Duration calculations
Example 1.
Company A uses schedule "24x7", which means 24 working hours, 7 days a week, around-the-clock shift-working, as an example. In this case, if you enter "2" into the days field, this value is converted to 48 working hours or 2 working days. Nothing extraordinary.
Example 2.
Company B uses schedule "8x5", which means 8 working hours, 5 days a week, one of the most common working schedules. In this case, if you enter "2" into the days field, this value is converted to 48 hours (because there are 24 hours in a day), which gives 6 working days.
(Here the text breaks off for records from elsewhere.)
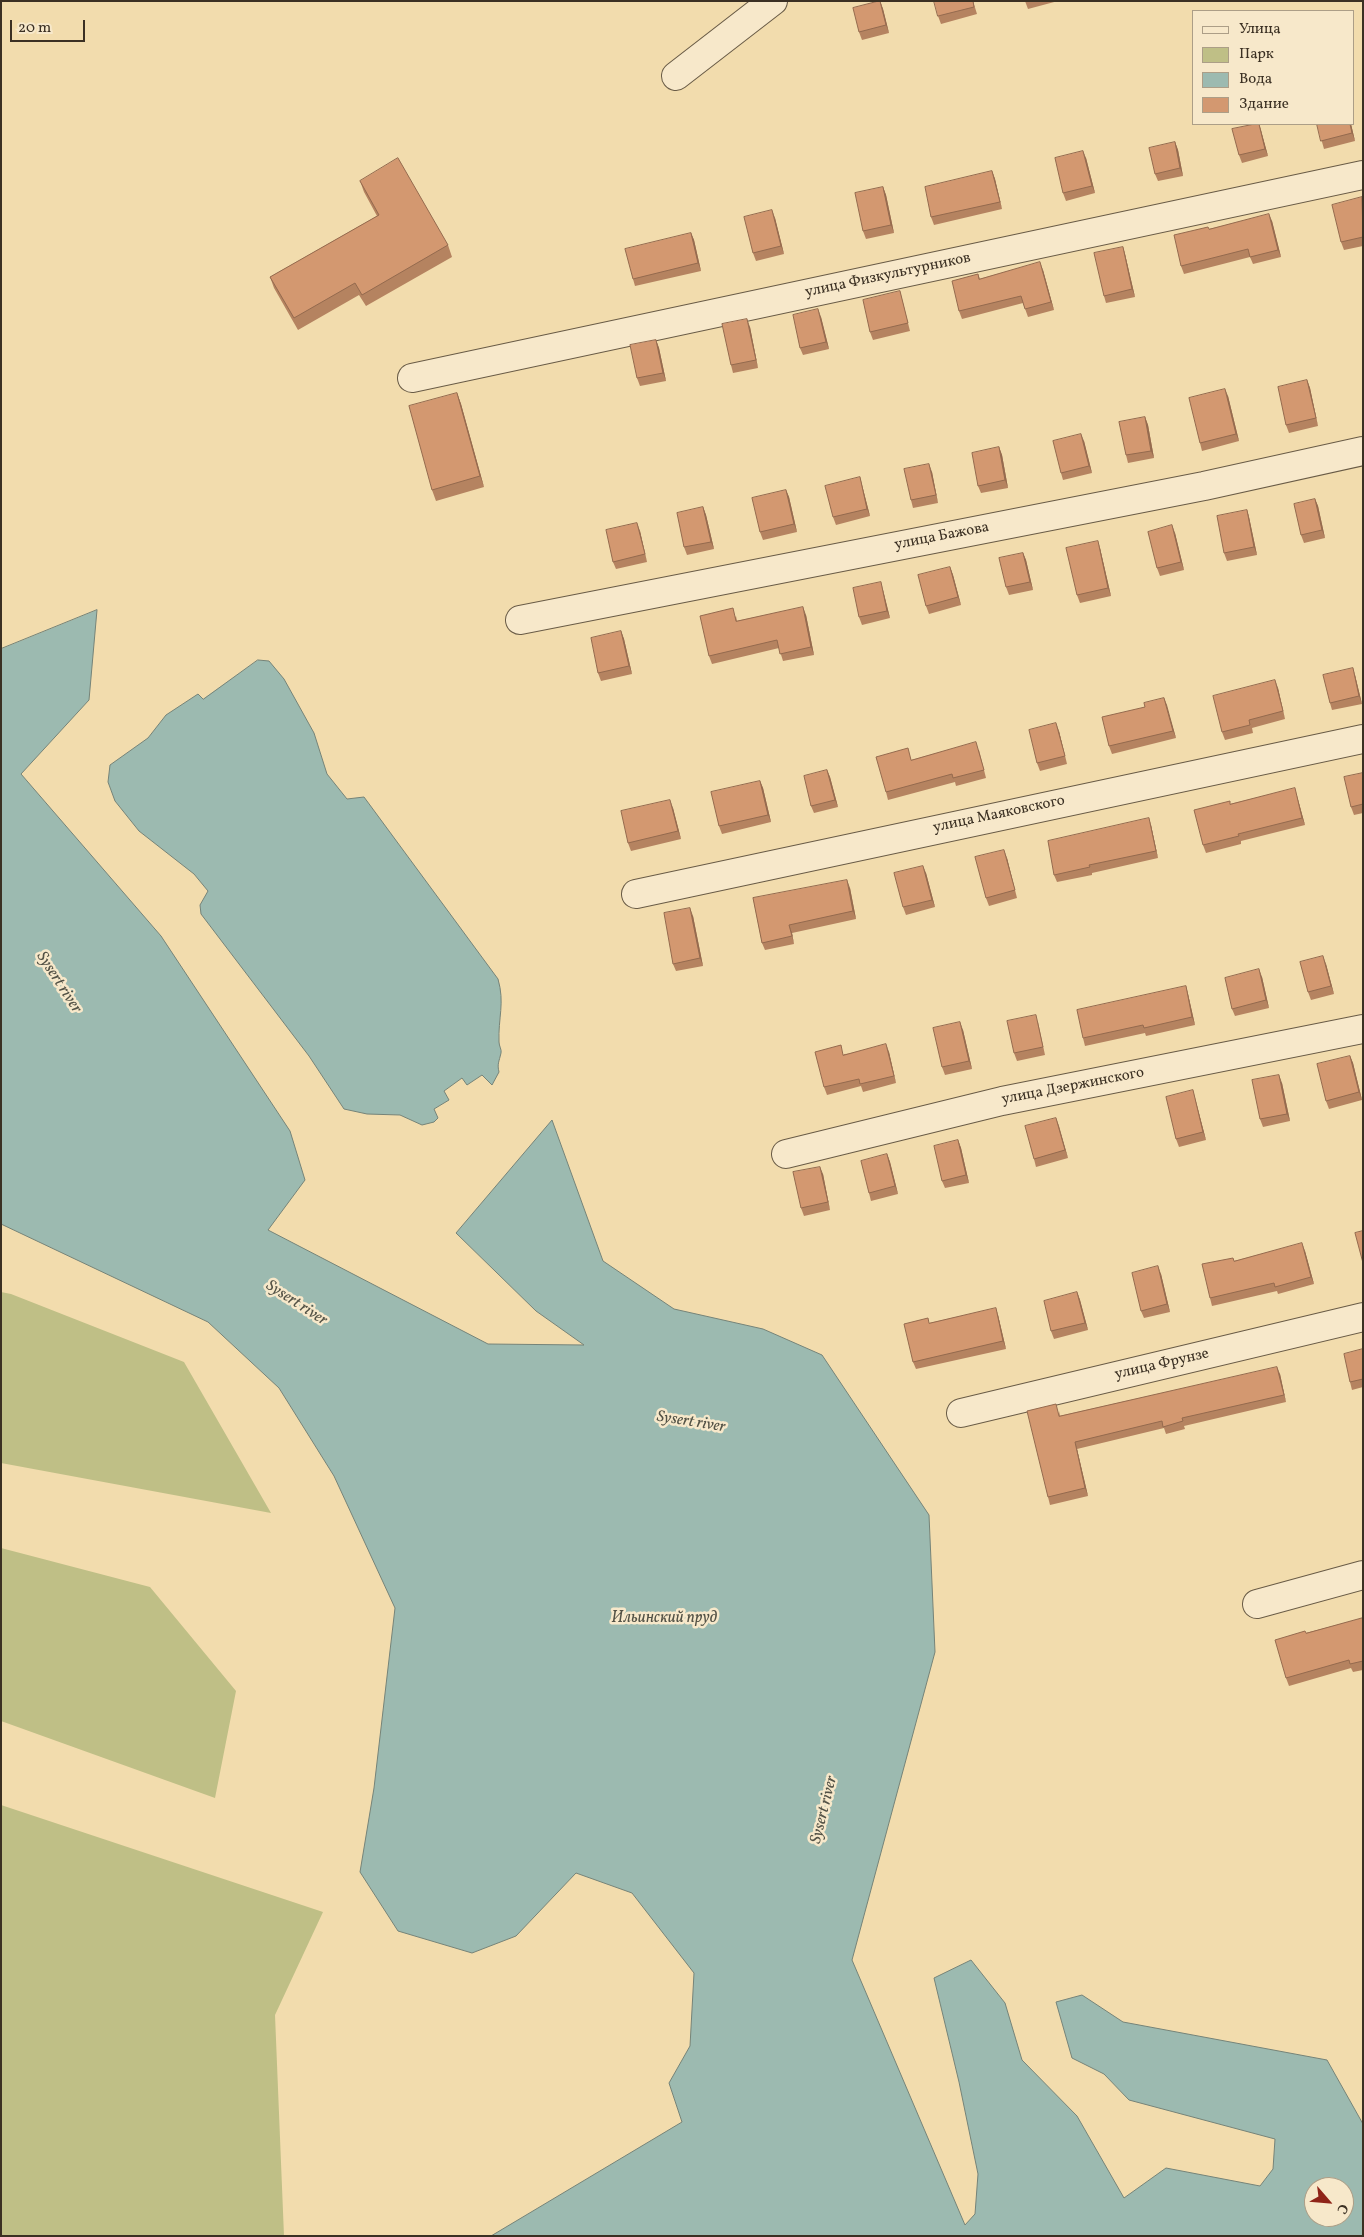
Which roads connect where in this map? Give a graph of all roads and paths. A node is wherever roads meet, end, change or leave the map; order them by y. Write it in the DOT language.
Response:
graph roads {
  1 [pos="772,1"];
  2 [pos="676,76"];
  3 [pos="1363,175"];
  4 [pos="412,378"];
  5 [pos="1363,451"];
  6 [pos="520,620"];
  7 [pos="1363,739"];
  8 [pos="636,894"];
  9 [pos="1363,1029"];
  10 [pos="786,1154"];
  11 [pos="1363,1317"];
  12 [pos="961,1413"];
  13 [pos="1363,1575"];
  14 [pos="1257,1604"];
  1 -- 2 [label="street"];
  3 -- 4 [label="street, улица Физкультурников"];
  5 -- 6 [label="street, улица Бажова"];
  7 -- 8 [label="street, улица Маяковского"];
  9 -- 10 [label="street, улица Дзержинского"];
  11 -- 12 [label="street, улица Фрунзе"];
  13 -- 14 [label="street"];
}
Specifying indicator conditions
Field | Required | Description |
---|---|---|
Start Conditions | Y | Establish conditions with the Condition Builder to make the Indicator start. The system uses the Table fields as transactional data to verify the conditions. When the transactional data changes, the system checks these conditions. E.g., for incidents, it is appropriate to use "Impact" as a condition field with one of the possible values - "Low", "Medium", "High", "Very High". The When to cancel setting allows to establish a condition for start cancellation by one of the options below:
|
Pause Conditions | N | Establish conditions with the Condition Builder to make the Indicator pause. The system uses the Table fields as transactional data to verify the conditions. When the transactional data changes, the system checks these conditions. E.g., for incidents, it is appropriate to use "Impact" as a condition field with one of the possible values - "Low", "Medium", "High", "Very High". The When to resume setting allows to set a condition for pause resumption by one of the options below:
|
Complete Conditions | N | Establish conditions with the Condition Builder to make the Indicator stop. The system uses the Table fields as transactional data to verify the conditions. When the transactional data changes, the system checks these conditions. |
Reset Conditions | N | Establish conditions with the Condition Builder to make the Indicator reset. The system uses the Table fields as transactional data to verify the conditions. When the transactional data changes, the system checks these conditions. |
If an indication was not on pause when the reset condition has been met:
- Pause time and duration resets
- Start time is set to the reset condition trigger time
- The breach time and original breach time is recalculated
- All specifications are recalculated against to the values defined.
If an indication was on pause when the reset condition has been met:
- Pause time resets
- Start time and pause time is set to the reset condition trigger time
- The breach time and original breach time is recalculated
- All specifications are recalculated against to the values defined.